Would you go through the records below and copy each line with the string "PASTORE"?
========================
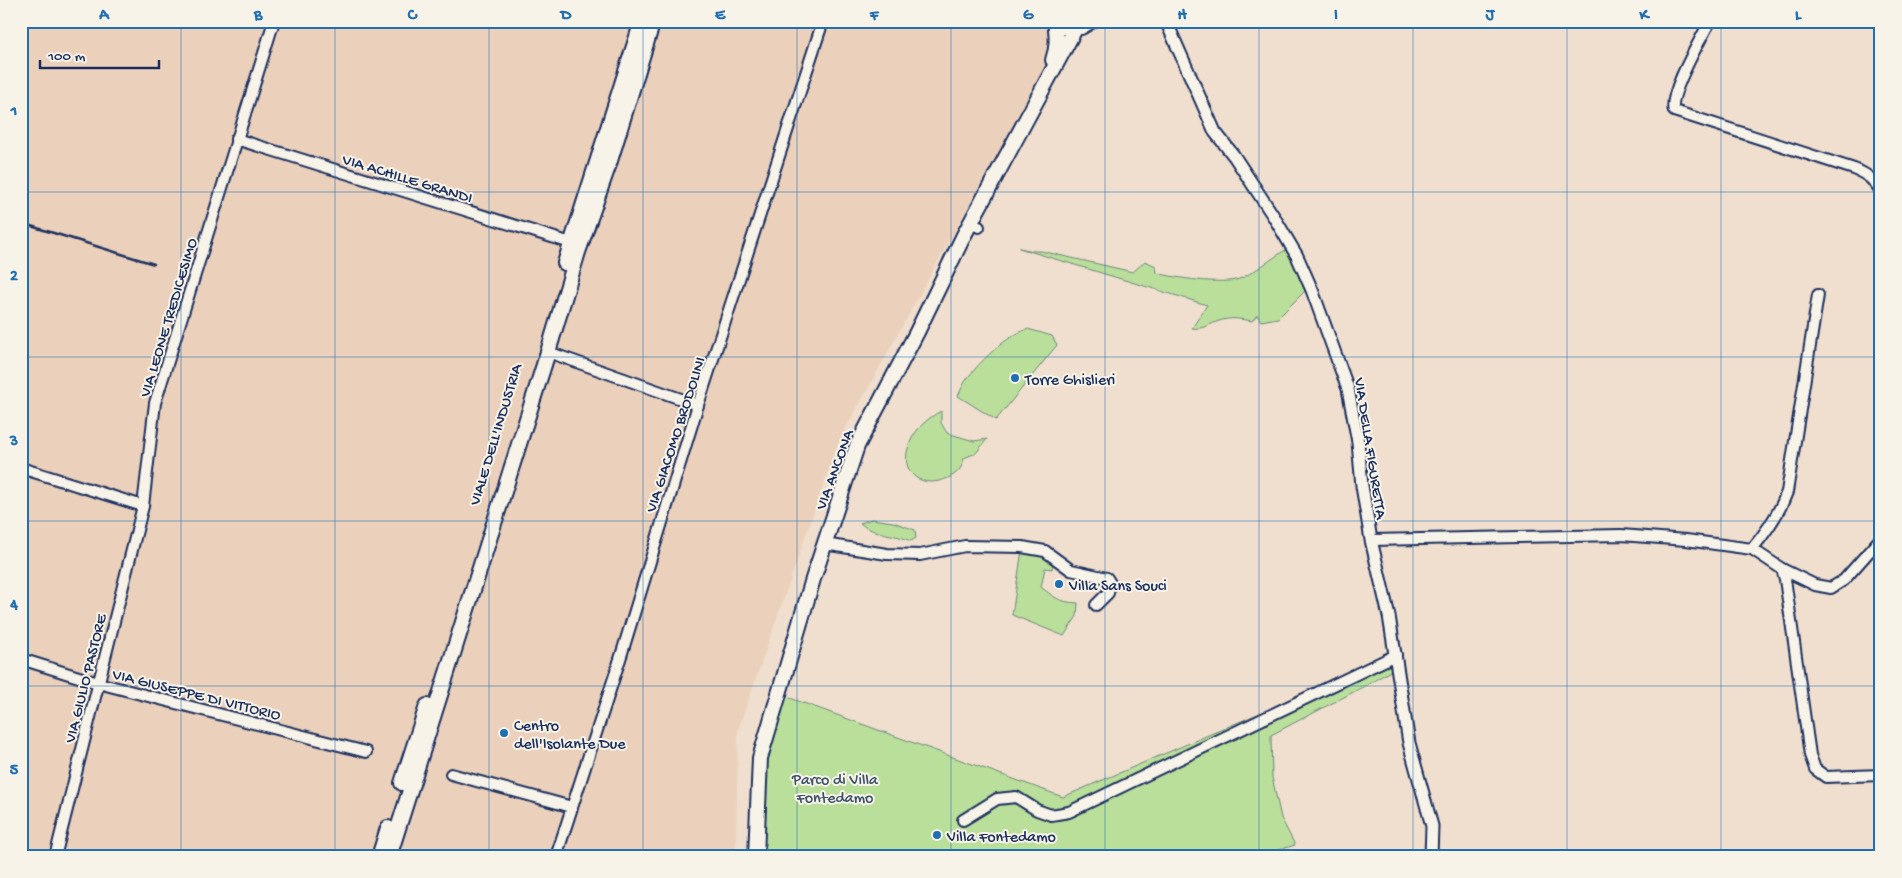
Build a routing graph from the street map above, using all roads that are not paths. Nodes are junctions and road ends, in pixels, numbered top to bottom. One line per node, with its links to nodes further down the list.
1 (274, 21): 11 (street, VIA LEONE TREDICESIMO)
2 (642, 21): 13 (main road, VIALE DELL'INDUSTRIA)
3 (653, 21): 15 (main road, VIALE DELL'INDUSTRIA)
4 (823, 21): 16 (street, VIA GIACOMO BRODOLINI)
5 (1055, 21): 9 (main road, VIA ANCONA); 10 (main road, VIA ANCONA)
6 (1091, 21): 9 (main road)
7 (1166, 21): 20 (street, VIA DELLA FIGURETTA)
8 (1710, 21): 12 (street)
9 (1076, 28): 10 (main road, VIA ANCONA)
10 (1040, 96): 21 (main road, VIA ANCONA)
11 (236, 139): 13 (street, VIA ACHILLE GRANDI); 18 (street, VIA LEONE TREDICESIMO)
12 (1881, 191)
13 (571, 243): 34 (main road, VIALE DELL'INDUSTRIA)
14 (1818, 295): 22 (street)
15 (548, 352): 16 (street); 35 (main road, VIALE DELL'INDUSTRIA)
16 (698, 405): 31 (street, VIA GIACOMO BRODOLINI)
17 (21, 468): 18 (street)
18 (142, 506): 27 (street, VIA GIULIO PASTORE)
19 (1881, 538): 23 (street)
20 (1371, 540): 22 (street); 25 (street, VIA DELLA FIGURETTA)
21 (824, 544): 24 (street); 37 (main road, VIA ANCONA)
22 (1752, 549): 23 (street)
23 (1782, 569): 30 (street)
24 (1096, 605)
25 (1396, 655): 32 (street); 38 (street, VIA DELLA FIGURETTA)
26 (21, 659): 27 (street, VIA GIUSEPPE DI VITTORIO)
27 (98, 683): 28 (street, VIA GIUSEPPE DI VITTORIO); 33 (street, VIA GIULIO PASTORE)
28 (366, 752)
29 (451, 774): 31 (street)
30 (1881, 775)
31 (572, 807): 36 (street, VIA GIACOMO BRODOLINI)
32 (963, 820)
33 (55, 857)
34 (379, 857)
35 (389, 857)
36 (556, 857)
37 (756, 857)
38 (1431, 857)

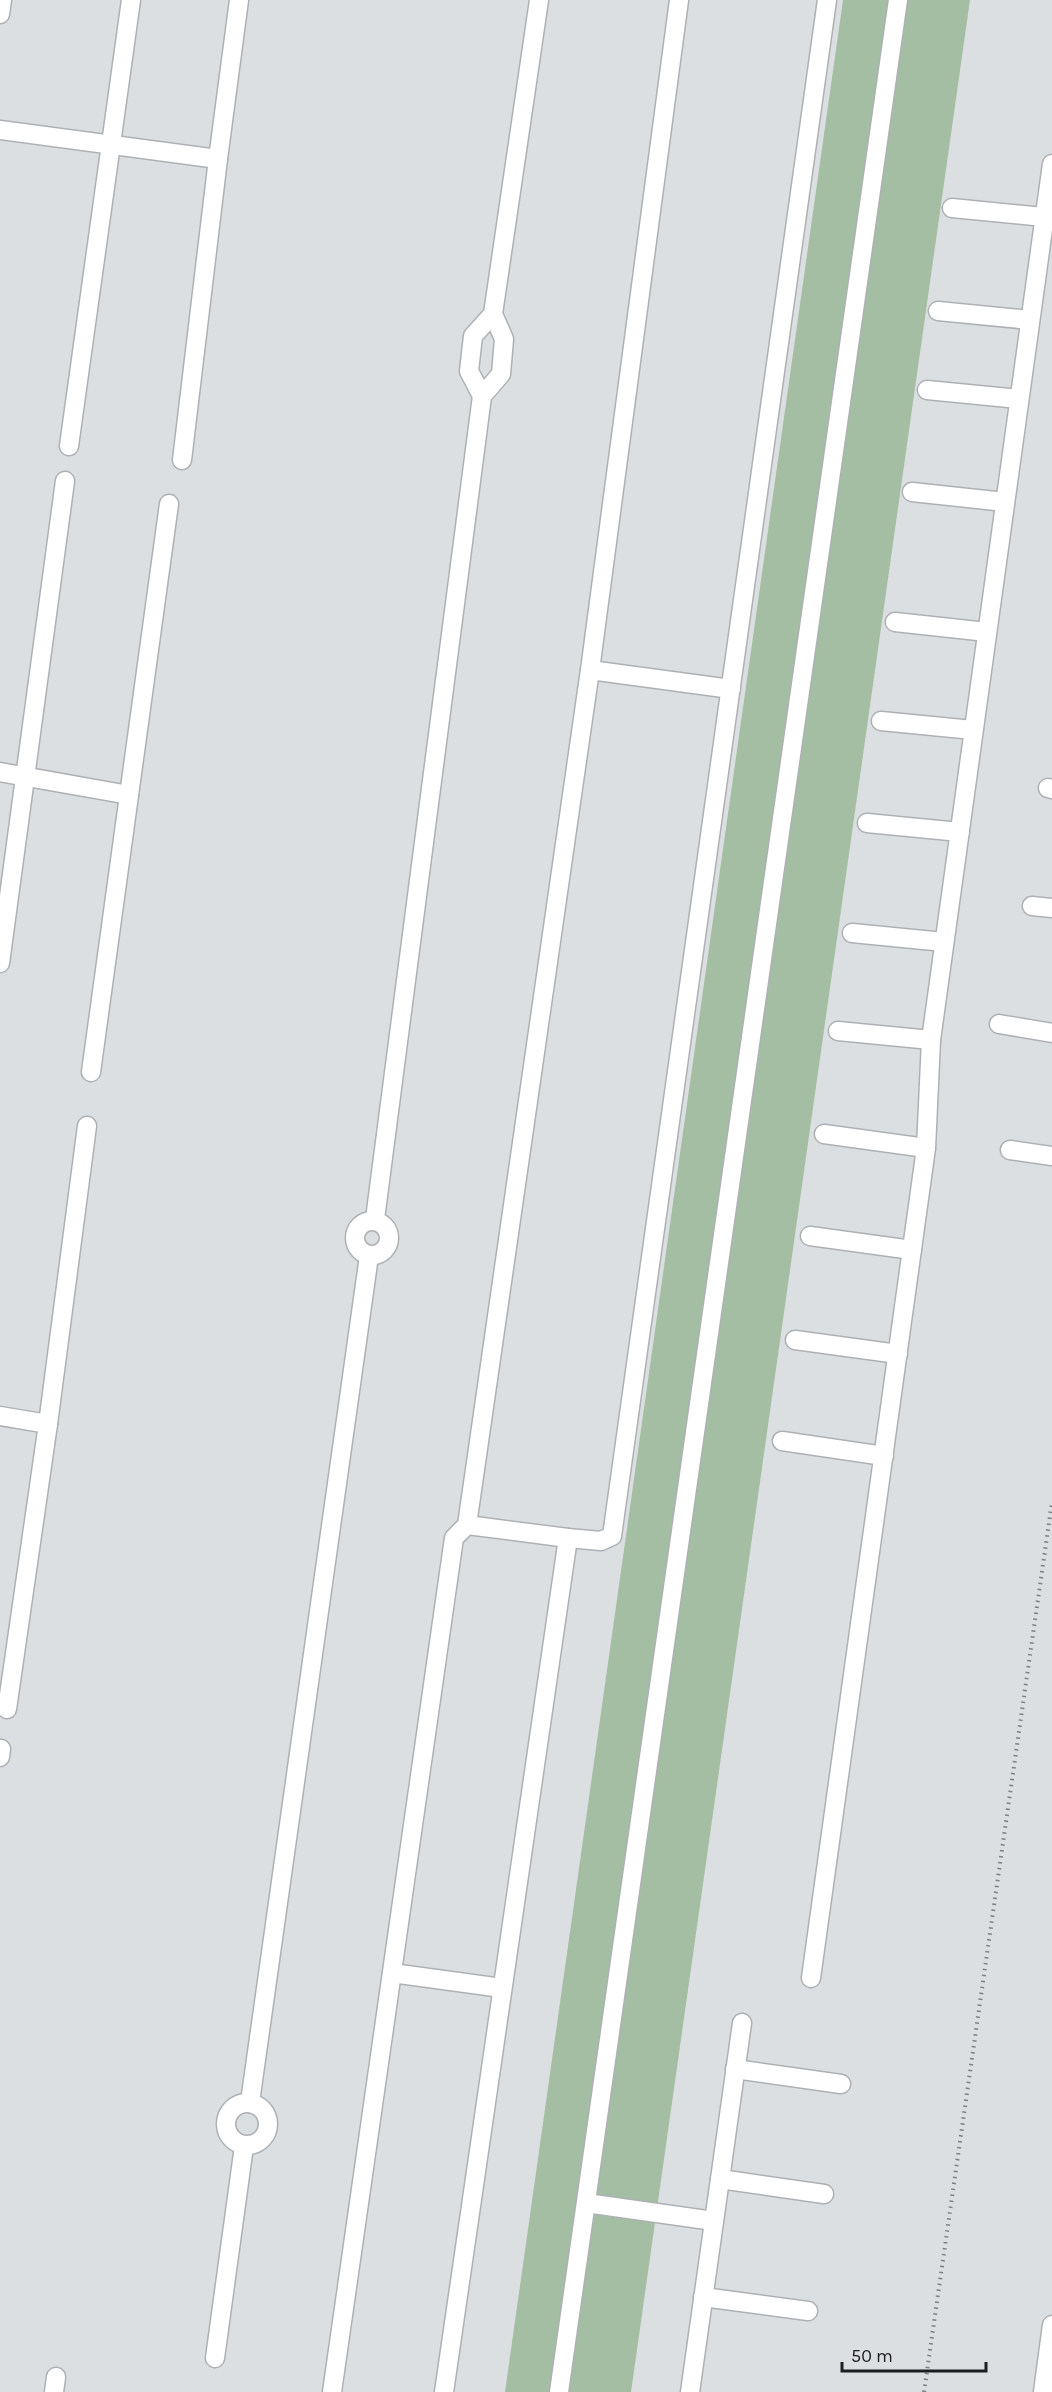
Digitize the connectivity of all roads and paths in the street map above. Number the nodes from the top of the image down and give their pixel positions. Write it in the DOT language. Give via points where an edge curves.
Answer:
graph roads {
  1 [pos="2,0"];
  2 [pos="131,0"];
  3 [pos="239,0"];
  4 [pos="539,0"];
  5 [pos="679,0"];
  6 [pos="827,0"];
  7 [pos="898,0"];
  8 [pos="0,14"];
  9 [pos="0,130"];
  10 [pos="111,145"];
  11 [pos="218,159"];
  12 [pos="1052,164"];
  13 [pos="952,208"];
  14 [pos="1044,217"];
  15 [pos="938,311"];
  16 [pos="493,314"];
  17 [pos="1030,320"];
  18 [pos="927,390"];
  19 [pos="482,396"];
  20 [pos="1019,399"];
  21 [pos="69,446"];
  22 [pos="182,460"];
  23 [pos="65,481"];
  24 [pos="912,492"];
  25 [pos="1005,502"];
  26 [pos="169,504"];
  27 [pos="895,622"];
  28 [pos="987,632"];
  29 [pos="590,670"];
  30 [pos="731,689"];
  31 [pos="881,721"];
  32 [pos="973,730"];
  33 [pos="0,772"];
  34 [pos="24,777"];
  35 [pos="129,795"];
  36 [pos="867,823"];
  37 [pos="960,832"];
  38 [pos="1032,906"];
  39 [pos="1052,908"];
  40 [pos="852,933"];
  41 [pos="944,942"];
  42 [pos="0,963"];
  43 [pos="999,1024"];
  44 [pos="838,1031"];
  45 [pos="1052,1033"];
  46 [pos="931,1041"];
  47 [pos="91,1072"];
  48 [pos="87,1126"];
  49 [pos="824,1134"];
  50 [pos="926,1148"];
  51 [pos="1010,1150"];
  52 [pos="1052,1156"];
  53 [pos="375,1219"];
  54 [pos="810,1236"];
  55 [pos="912,1250"];
  56 [pos="369,1256"];
  57 [pos="795,1340"];
  58 [pos="898,1354"];
  59 [pos="0,1416"];
  60 [pos="48,1424"];
  61 [pos="782,1442"];
  62 [pos="884,1456"];
  63 [pos="1052,1502"];
  64 [pos="467,1525"];
  65 [pos="568,1538"];
  66 [pos="7,1709"];
  67 [pos="392,1973"];
  68 [pos="812,1977"];
  69 [pos="502,1988"];
  70 [pos="742,2023"];
  71 [pos="735,2069"];
  72 [pos="842,2084"];
  73 [pos="250,2102"];
  74 [pos="244,2146"];
  75 [pos="720,2179"];
  76 [pos="824,2194"];
  77 [pos="586,2203"];
  78 [pos="714,2221"];
  79 [pos="704,2296"];
  80 [pos="808,2311"];
  81 [pos="1052,2325"];
  82 [pos="215,2358"];
  83 [pos="332,2392"];
  84 [pos="444,2392"];
  85 [pos="559,2392"];
  86 [pos="690,2392"];
  87 [pos="924,2392"];
  88 [pos="1042,2392"];
  1 -- 8 [label="street"];
  2 -- 10 [label="street"];
  3 -- 11 [label="street"];
  4 -- 16 [label="street"];
  5 -- 29 [label="street"];
  6 -- 30 [label="street"];
  7 -- 77 [label="street"];
  9 -- 10 [label="street"];
  10 -- 11 [label="street"];
  10 -- 21 [label="street"];
  11 -- 22 [label="street"];
  12 -- 14 [label="street"];
  13 -- 14 [label="street"];
  14 -- 17 [label="street"];
  15 -- 17 [label="street"];
  16 -- 19 [label="street" via="504,339 501,374"];
  16 -- 19 [label="street" via="473,336 469,371"];
  17 -- 20 [label="street"];
  18 -- 20 [label="street"];
  19 -- 53 [label="street"];
  20 -- 25 [label="street"];
  23 -- 34 [label="street"];
  24 -- 25 [label="street"];
  25 -- 28 [label="street"];
  26 -- 35 [label="street"];
  27 -- 28 [label="street"];
  28 -- 32 [label="street"];
  29 -- 30 [label="street"];
  29 -- 64 [label="street"];
  30 -- 65 [label="street" via="612,1536 601,1540"];
  31 -- 32 [label="street"];
  32 -- 37 [label="street"];
  33 -- 34 [label="street"];
  34 -- 35 [label="street"];
  34 -- 42 [label="street"];
  35 -- 47 [label="street"];
  36 -- 37 [label="street"];
  37 -- 41 [label="street"];
  38 -- 39 [label="street"];
  40 -- 41 [label="street"];
  41 -- 46 [label="street"];
  43 -- 45 [label="street"];
  44 -- 46 [label="street"];
  46 -- 50 [label="street"];
  48 -- 60 [label="street"];
  49 -- 50 [label="street"];
  50 -- 55 [label="street"];
  51 -- 52 [label="street"];
  53 -- 56 [label="street" via="387,1227 390,1240 383,1252"];
  53 -- 56 [label="street" via="361,1223 354,1235 357,1249"];
  54 -- 55 [label="street"];
  55 -- 58 [label="street"];
  56 -- 73 [label="street"];
  57 -- 58 [label="street"];
  58 -- 62 [label="street"];
  59 -- 60 [label="street"];
  60 -- 66 [label="street"];
  61 -- 62 [label="street"];
  62 -- 68 [label="street"];
  63 -- 87 [label="path"];
  64 -- 65 [label="street"];
  64 -- 67 [label="street" via="454,1538"];
  65 -- 69 [label="street"];
  67 -- 69 [label="street"];
  67 -- 83 [label="street"];
  69 -- 84 [label="street"];
  70 -- 71 [label="street"];
  71 -- 72 [label="street"];
  71 -- 75 [label="street"];
  73 -- 74 [label="street" via="264,2111 268,2127 260,2141"];
  73 -- 74 [label="street" via="234,2107 225,2121 229,2137"];
  74 -- 82 [label="street"];
  75 -- 76 [label="street"];
  75 -- 78 [label="street"];
  77 -- 78 [label="street"];
  77 -- 85 [label="street"];
  78 -- 79 [label="street"];
  79 -- 80 [label="street"];
  79 -- 86 [label="street"];
  81 -- 88 [label="street"];
}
========================
Exercise result.
18 (142, 506): 27 (street, VIA GIULIO PASTORE)
27 (98, 683): 28 (street, VIA GIUSEPPE DI VITTORIO); 33 (street, VIA GIULIO PASTORE)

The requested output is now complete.